Imbrattano la targa di via Almirante,
manifestanti prosciolti
CIVITANOVA - Sette giovani erano imputati al tribunale di Macerata per aver partecipato ad una manifestazione non autorizzata e per danneggiamento
Erano accusati di aver imbrattato la targa intitolata ad Almirante, di aver partecipato ad una manifestazione non autorizzata e di aver acceso, nel corso di questa, un fumogeno: sono stati tutti prosciolti sia per la prescrizione di un paio di reati che per la derubricazione di uno di questi. Imputati al tribunale di Macerata erano in sette: David Bastioli, Andrea Rosati, Andrea Tasso, Gianluca Torresi, Enrico Cervellini, Erik Fenari, Giulia Quattrini. Veniva contestato loro di aver partecipato ad una manifestazione non autorizzata che si era distaccata dal percorso del corteo (questo autorizzato) del 25 aprile del 2009, di aver acceso un fumogeno e di aver tracciato una riga sulla targa che intitola la via a Giorgio Almirante (storico segretario del Movimento sociale italiano), a Civitanova.
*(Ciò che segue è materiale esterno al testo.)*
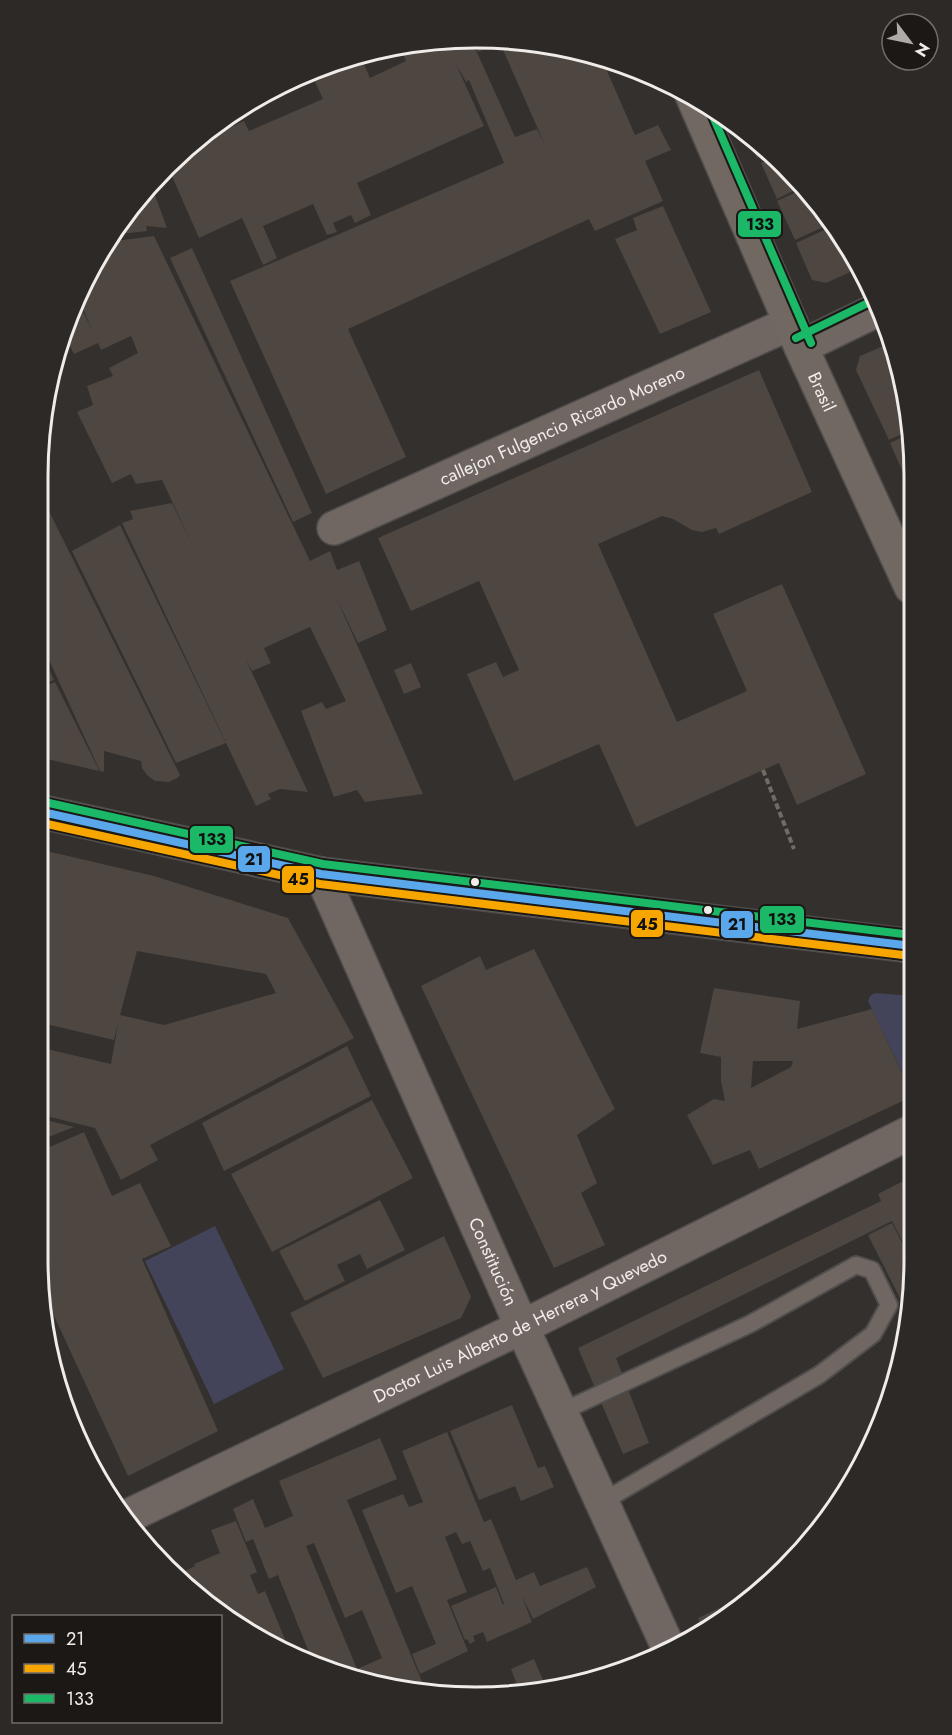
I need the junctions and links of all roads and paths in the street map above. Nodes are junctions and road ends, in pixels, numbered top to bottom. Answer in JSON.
{"nodes":[{"id":1,"x":699,"y":110,"type":"edge"},
{"id":2,"x":871,"y":311,"type":"edge"},
{"id":3,"x":796,"y":335,"type":"junction"},
{"id":4,"x":334,"y":528,"type":"dead end"},
{"id":5,"x":904,"y":572,"type":"edge"},
{"id":6,"x":763,"y":771,"type":"dead end"},
{"id":7,"x":48,"y":813,"type":"edge"},
{"id":8,"x":794,"y":849,"type":"dead end"},
{"id":9,"x":321,"y":874,"type":"junction"},
{"id":10,"x":904,"y":945,"type":"edge"},
{"id":11,"x":904,"y":1136,"type":"edge"},
{"id":12,"x":522,"y":1327,"type":"junction"},
{"id":13,"x":561,"y":1412,"type":"junction"},
{"id":14,"x":602,"y":1502,"type":"junction"},
{"id":15,"x":132,"y":1514,"type":"edge"},
{"id":16,"x":666,"y":1642,"type":"edge"}],
"edges":[{"from":1,"to":3,"type":"main road","name":"Brasil"},
{"from":2,"to":3,"type":"street","name":"callejon Fulgencio Ricardo Moreno"},
{"from":3,"to":4,"type":"street","name":"callejon Fulgencio Ricardo Moreno"},
{"from":3,"to":5,"type":"main road","name":"Brasil"},
{"from":6,"to":8,"type":"path"},
{"from":7,"to":9,"type":"main road"},
{"from":9,"to":10,"type":"main road"},
{"from":9,"to":12,"type":"street","name":"Constitución"},
{"from":11,"to":12,"type":"street","name":"Doctor Luis Alberto de Herrera y Quevedo"},
{"from":12,"to":13,"type":"street","name":"Constitución"},
{"from":12,"to":15,"type":"street","name":"Doctor Luis Alberto de Herrera y Quevedo"},
{"from":13,"to":14,"type":"street","name":"Constitución"},
{"from":13,"to":14,"type":"lane"},
{"from":14,"to":16,"type":"street","name":"Constitución"}]}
Per manifestazione non autorizzata e per il fumogeno sono stati dichiarati prescritti i reati (questione sollevata dai difensori degli imputati, gli avvocati Paolo Cognini, Simone Mancini, e Gabriella Ciarlantini) mentre il reato di danneggiamento è stato derubricato in quello di imbrattamento, come chiesto dalla difesa. Un reato per il quale occorre vi sia una denuncia, cosa che non c’era stata: da qui il proscioglimento deciso dal giudice Vittoria Lupi.